## INFORMATION GIVEN
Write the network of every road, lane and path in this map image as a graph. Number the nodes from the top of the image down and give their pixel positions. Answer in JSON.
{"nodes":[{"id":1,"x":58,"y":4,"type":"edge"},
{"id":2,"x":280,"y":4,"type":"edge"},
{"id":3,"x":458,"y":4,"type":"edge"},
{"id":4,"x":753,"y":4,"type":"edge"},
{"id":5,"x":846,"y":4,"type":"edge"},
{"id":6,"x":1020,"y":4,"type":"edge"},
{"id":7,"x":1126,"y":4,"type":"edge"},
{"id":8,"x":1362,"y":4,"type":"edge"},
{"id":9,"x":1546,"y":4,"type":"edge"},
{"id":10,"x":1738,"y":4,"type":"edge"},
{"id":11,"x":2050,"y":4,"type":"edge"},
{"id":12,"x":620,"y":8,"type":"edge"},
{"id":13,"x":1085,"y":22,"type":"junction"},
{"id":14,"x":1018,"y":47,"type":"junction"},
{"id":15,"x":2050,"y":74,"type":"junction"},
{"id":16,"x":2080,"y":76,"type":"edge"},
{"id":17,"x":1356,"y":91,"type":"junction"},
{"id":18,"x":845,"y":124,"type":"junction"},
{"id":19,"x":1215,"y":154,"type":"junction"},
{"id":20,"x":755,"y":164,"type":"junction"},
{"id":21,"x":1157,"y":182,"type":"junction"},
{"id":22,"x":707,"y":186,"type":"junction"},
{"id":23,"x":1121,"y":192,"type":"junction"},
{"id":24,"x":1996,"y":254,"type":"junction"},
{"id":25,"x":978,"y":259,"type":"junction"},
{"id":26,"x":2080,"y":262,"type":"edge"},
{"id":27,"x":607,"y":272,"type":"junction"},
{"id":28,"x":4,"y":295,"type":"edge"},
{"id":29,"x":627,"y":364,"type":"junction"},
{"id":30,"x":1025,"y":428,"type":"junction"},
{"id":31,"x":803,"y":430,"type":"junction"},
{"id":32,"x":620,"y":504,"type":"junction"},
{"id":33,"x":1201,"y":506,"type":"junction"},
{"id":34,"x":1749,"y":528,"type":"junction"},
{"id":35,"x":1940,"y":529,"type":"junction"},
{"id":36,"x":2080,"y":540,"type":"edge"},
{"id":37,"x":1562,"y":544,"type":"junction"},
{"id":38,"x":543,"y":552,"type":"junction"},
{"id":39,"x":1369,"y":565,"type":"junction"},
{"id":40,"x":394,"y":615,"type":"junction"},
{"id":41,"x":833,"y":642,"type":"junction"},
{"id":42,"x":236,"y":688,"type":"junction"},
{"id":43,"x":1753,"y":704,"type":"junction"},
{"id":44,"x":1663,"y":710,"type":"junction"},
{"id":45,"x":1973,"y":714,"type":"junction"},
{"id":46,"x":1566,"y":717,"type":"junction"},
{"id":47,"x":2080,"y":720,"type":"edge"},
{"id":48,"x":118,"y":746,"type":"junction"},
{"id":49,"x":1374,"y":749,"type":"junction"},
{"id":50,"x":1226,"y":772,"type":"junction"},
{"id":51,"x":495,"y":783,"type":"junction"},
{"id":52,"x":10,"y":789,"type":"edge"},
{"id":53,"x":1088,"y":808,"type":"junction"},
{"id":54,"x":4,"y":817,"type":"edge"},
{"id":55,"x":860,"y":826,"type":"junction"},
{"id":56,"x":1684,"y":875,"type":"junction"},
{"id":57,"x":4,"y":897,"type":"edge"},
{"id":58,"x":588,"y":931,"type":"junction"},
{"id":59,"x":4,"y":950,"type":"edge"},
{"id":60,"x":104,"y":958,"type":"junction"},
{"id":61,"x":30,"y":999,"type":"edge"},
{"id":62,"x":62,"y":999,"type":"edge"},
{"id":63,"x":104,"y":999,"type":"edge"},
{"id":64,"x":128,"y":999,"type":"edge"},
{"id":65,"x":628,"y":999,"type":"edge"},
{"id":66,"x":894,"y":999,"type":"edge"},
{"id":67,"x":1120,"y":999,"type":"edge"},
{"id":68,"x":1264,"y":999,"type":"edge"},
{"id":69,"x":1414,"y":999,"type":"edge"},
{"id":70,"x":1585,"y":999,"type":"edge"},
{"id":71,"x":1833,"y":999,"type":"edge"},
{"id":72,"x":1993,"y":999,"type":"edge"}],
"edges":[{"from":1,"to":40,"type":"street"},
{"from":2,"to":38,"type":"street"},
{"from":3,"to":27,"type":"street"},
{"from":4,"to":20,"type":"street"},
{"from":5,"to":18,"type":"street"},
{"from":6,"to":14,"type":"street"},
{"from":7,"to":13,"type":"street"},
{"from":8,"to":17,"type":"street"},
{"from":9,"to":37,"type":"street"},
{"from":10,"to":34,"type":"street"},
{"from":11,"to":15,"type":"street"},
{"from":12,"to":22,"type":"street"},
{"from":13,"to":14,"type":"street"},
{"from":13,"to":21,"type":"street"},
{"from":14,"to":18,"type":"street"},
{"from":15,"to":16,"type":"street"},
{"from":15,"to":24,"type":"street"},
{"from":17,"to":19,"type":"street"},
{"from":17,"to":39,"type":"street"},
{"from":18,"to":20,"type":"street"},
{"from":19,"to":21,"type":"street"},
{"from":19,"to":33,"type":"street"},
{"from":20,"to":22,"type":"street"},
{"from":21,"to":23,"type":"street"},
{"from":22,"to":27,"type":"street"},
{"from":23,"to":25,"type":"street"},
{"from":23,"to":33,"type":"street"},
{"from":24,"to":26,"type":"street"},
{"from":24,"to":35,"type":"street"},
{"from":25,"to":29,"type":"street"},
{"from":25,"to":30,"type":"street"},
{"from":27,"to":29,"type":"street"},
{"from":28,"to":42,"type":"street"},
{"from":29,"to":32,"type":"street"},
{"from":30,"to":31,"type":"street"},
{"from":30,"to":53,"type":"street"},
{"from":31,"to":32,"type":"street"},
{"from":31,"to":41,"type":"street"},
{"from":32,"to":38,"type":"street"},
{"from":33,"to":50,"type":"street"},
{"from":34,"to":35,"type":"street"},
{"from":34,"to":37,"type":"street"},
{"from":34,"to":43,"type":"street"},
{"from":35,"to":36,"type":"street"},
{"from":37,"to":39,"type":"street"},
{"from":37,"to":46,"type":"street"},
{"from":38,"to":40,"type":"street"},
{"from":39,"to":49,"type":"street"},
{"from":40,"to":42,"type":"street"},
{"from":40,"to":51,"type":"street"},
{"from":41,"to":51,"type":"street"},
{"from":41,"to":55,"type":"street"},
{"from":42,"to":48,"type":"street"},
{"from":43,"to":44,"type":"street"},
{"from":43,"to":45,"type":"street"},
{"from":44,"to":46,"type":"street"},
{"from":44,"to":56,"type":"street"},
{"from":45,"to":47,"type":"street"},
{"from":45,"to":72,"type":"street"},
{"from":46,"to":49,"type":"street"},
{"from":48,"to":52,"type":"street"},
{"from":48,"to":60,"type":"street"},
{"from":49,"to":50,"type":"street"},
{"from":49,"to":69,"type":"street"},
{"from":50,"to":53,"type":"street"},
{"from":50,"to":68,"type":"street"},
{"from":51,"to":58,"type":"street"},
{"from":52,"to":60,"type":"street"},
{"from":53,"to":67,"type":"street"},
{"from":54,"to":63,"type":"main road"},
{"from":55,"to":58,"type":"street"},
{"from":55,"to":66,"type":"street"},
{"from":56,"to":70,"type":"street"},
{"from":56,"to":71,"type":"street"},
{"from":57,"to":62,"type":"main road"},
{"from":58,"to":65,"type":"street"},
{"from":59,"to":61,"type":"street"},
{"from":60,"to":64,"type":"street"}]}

## YOUR INSTRUCTIONS
Search the entries above for "nodes". Return every line that has it.

## RESULT OF THE TASK
Write the network of every road, lane and path in this map image as a graph. Number the nodes from the top of the image down and give their pixel positions. Answer in JSON.
{"nodes":[{"id":1,"x":58,"y":4,"type":"edge"},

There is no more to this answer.